Simple Crosstab with totals

btibertbtibert Member, University Professor Posts: 146 Guru
edited September 2019 in Help
I have seen other questions posted here and via Google Searches, but perhaps the solution was for prior RM versions where operators are either no longer available, or are now required paid licenses via 3rd party tools.

My thought was to simply Pivot the data, which works as expected, but the ability to add a total is lacking.  In my case, it's just a simple 2x2, which I can do with pivot, but the table is lacking totals. 

Could I add them up, sure?  But that feels clunky given how powerful, and intuitive, the tool is to use.

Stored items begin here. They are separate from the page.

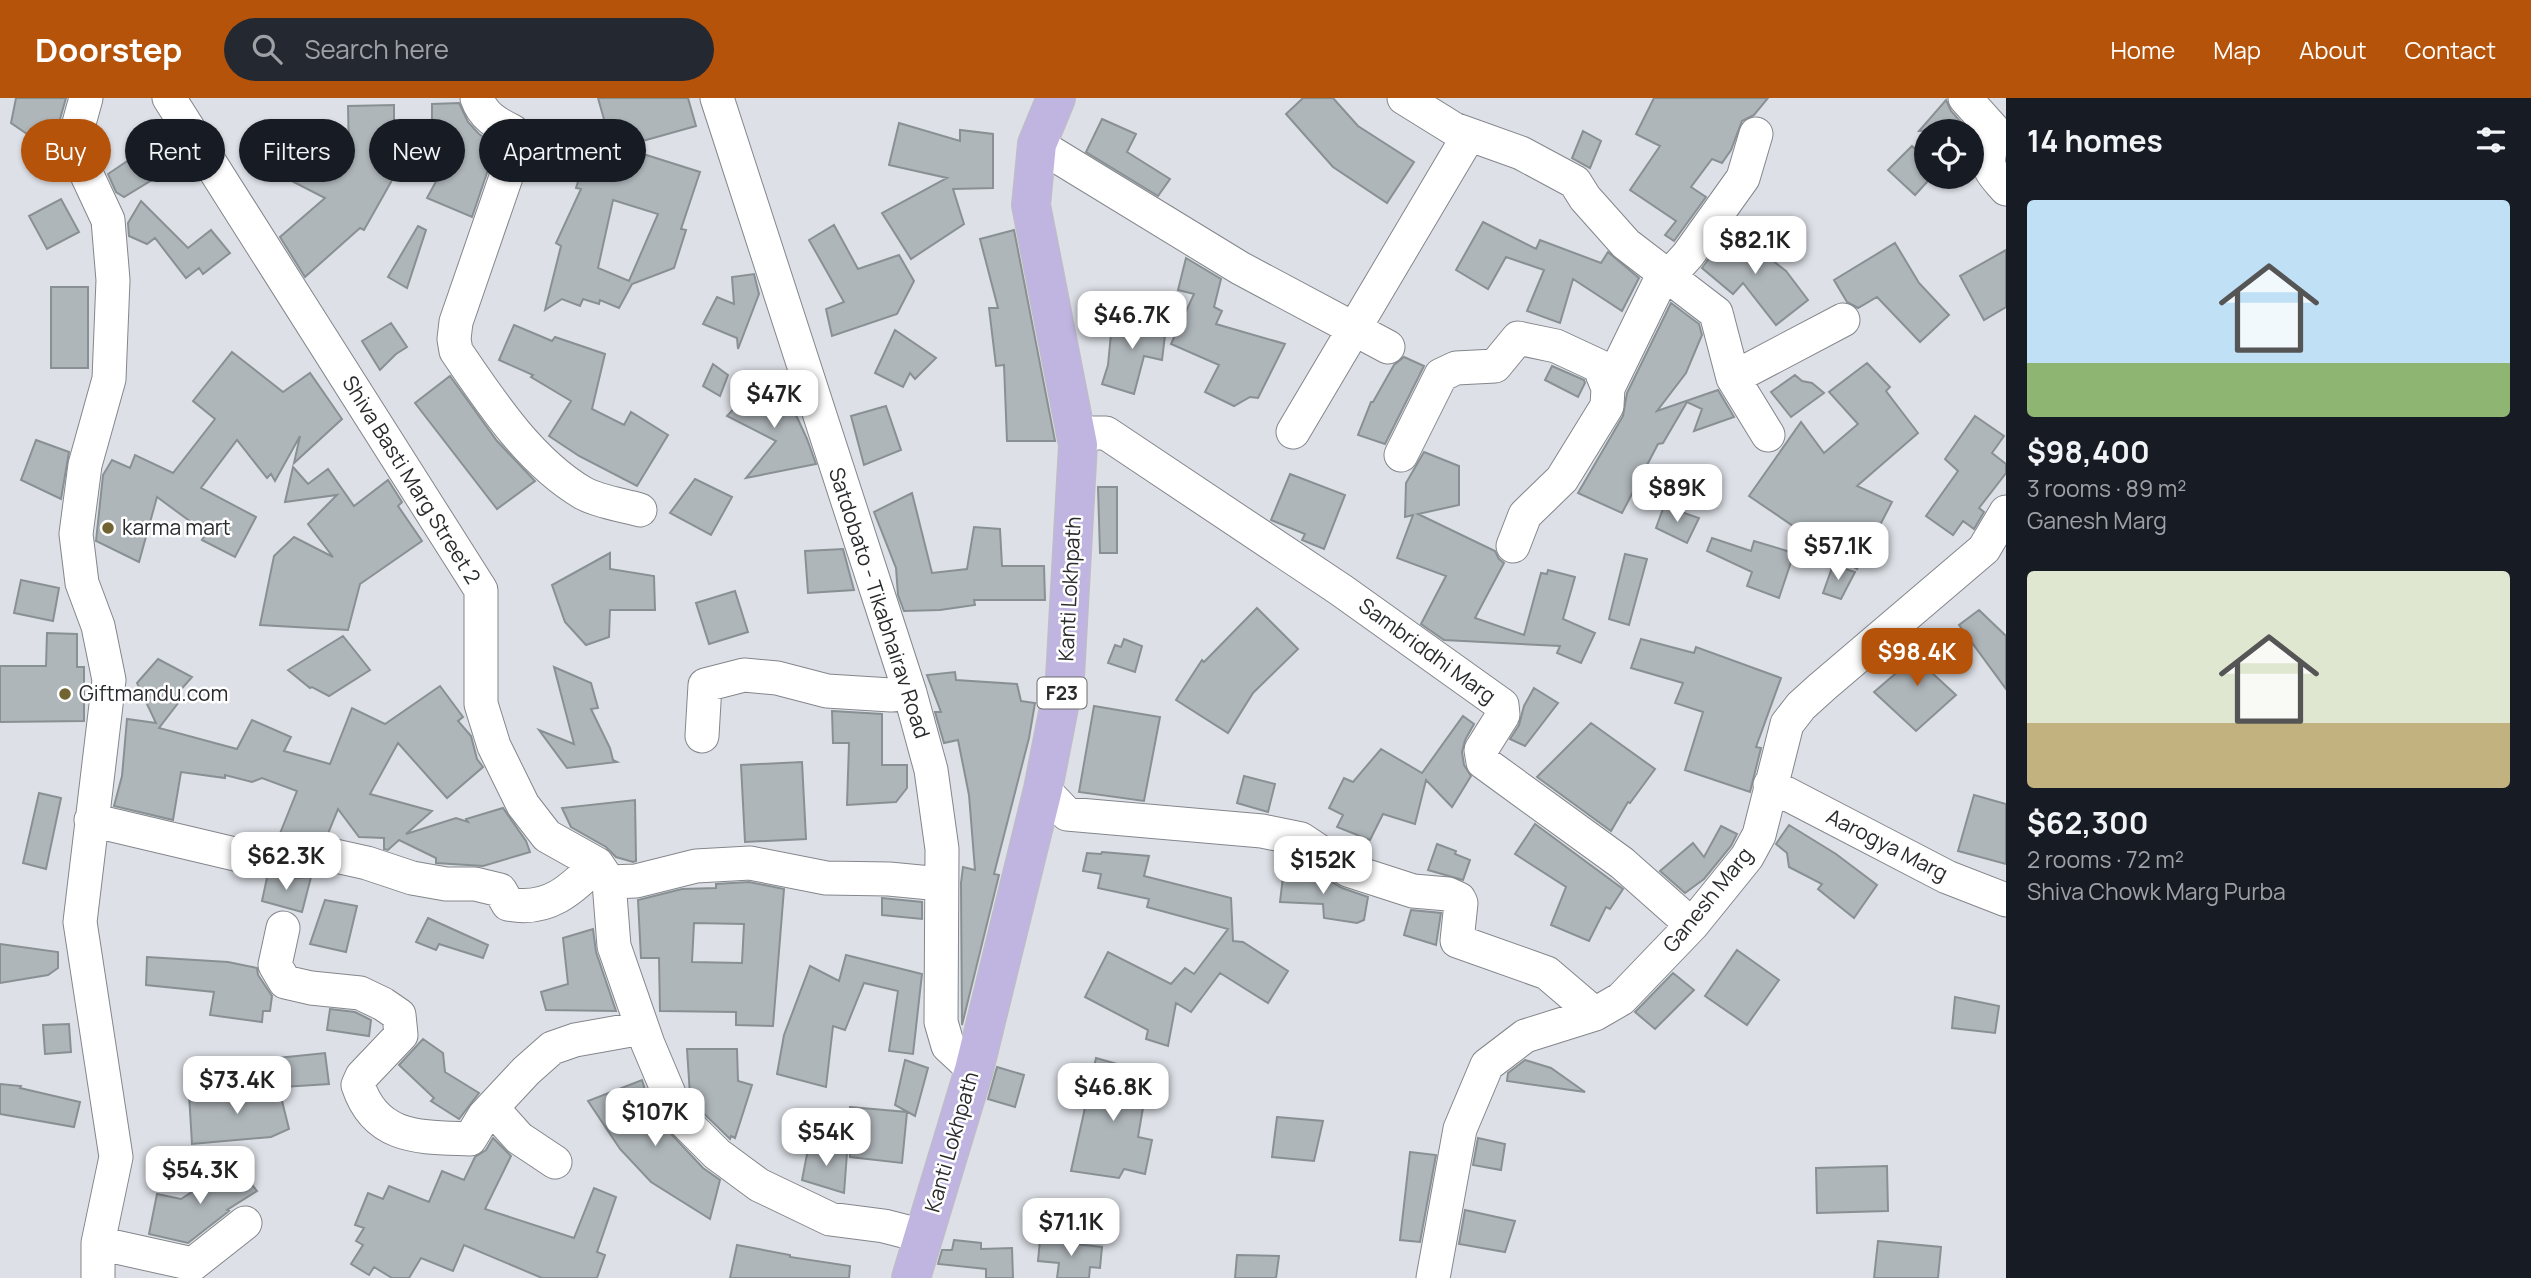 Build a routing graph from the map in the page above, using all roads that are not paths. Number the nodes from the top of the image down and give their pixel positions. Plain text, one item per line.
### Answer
1 (86, 98) edge
2 (169, 98) edge
3 (477, 98) edge
4 (717, 98) edge
5 (1056, 98) edge
6 (1405, 98) edge
7 (1965, 98) edge
8 (1756, 134) dead end
9 (1469, 135) junction
10 (1037, 144) junction
11 (2006, 188) edge
12 (1666, 275) junction
13 (1843, 320) dead end
14 (1355, 329) junction
15 (1388, 346) dead end
16 (1733, 378) junction
17 (1608, 388) junction
18 (1293, 432) dead end
19 (1768, 435) dead end
20 (1078, 445) junction
21 (1401, 455) dead end
22 (640, 510) dead end
23 (2006, 512) edge
24 (1513, 546) dead end
25 (910, 693) junction
26 (702, 736) dead end
27 (1770, 785) junction
28 (1042, 789) junction
29 (91, 820) junction
30 (603, 873) junction
31 (941, 884) junction
32 (2006, 900) edge
33 (1692, 925) junction
34 (283, 928) dead end
35 (1595, 1014) junction
36 (642, 1028) junction
37 (974, 1070) junction
38 (492, 1108) junction
39 (555, 1162) dead end
40 (245, 1223) dead end
41 (98, 1243) junction
42 (923, 1264) edge
43 (98, 1278) edge
44 (1433, 1278) edge

1 - 29 street
2 - 30 street, Shiva Basti Marg Street 2
3 - 22 street
4 - 25 street, Satdobato - Tikabhairav Road
5 - 10 main road, Kanti Lokhpath / F23
6 - 9 street
7 - 11 street
8 - 12 street
9 - 12 street
9 - 14 street
10 - 14 street
10 - 20 main road, Kanti Lokhpath / F23
12 - 16 street
12 - 17 street
13 - 16 street
14 - 15 street
14 - 18 street
16 - 19 street
17 - 21 street
17 - 24 street
20 - 28 main road, Kanti Lokhpath / F23
20 - 33 street, Sambriddhi Marg
23 - 27 street, Ganesh Marg
25 - 26 street
25 - 31 street, Satdobato - Tikabhairav Road
27 - 32 street, Aarogya Marg
27 - 33 street, Ganesh Marg
28 - 35 street
28 - 37 main road, Kanti Lokhpath / F23
29 - 30 street
29 - 41 street
30 - 31 street
30 - 36 street
31 - 37 street, Satdobato - Tikabhairav Road
33 - 35 street, Ganesh Marg
34 - 38 street
35 - 44 street, Ganesh Marg
36 - 38 street
36 - 42 street
37 - 42 main road, Kanti Lokhpath / F23
38 - 39 street
40 - 41 street
41 - 43 street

Is is not possible without paying for a license via an extension found in the Marketplace?  I am really going to enjoy using this as a teaching tool for my class, but it feels like I must be missing something obvious when generating simple 2x2 tables, with totals, is basically EDA 101.

Thanks,

Brock
Tagged:

Best Answer

Answers

  • MartinLiebigMartinLiebig Administrator, Moderator, Employee, RapidMiner Certified Analyst, RapidMiner Certified Expert, University Professor Posts: 3,503 RM Data Scientist
    edited September 2019

    can you give me an example (for example in excel) how this might look like? Let me see, maybe I find the time to build it.

    Cheers,
    Martin


    - Sr. Director Data Solutions, Altair RapidMiner -
    Dortmund, Germany
  • btibertbtibert Member, University Professor Posts: 146 Guru
    Thanks for the quick reply.  I was just playing around with the built in tutorial for lift charts, and modified the output to include pivot.  The attached screenshots show the process and the expected output.   From the example, I am just crossing the label with the predicted value into a 2x2 matrix.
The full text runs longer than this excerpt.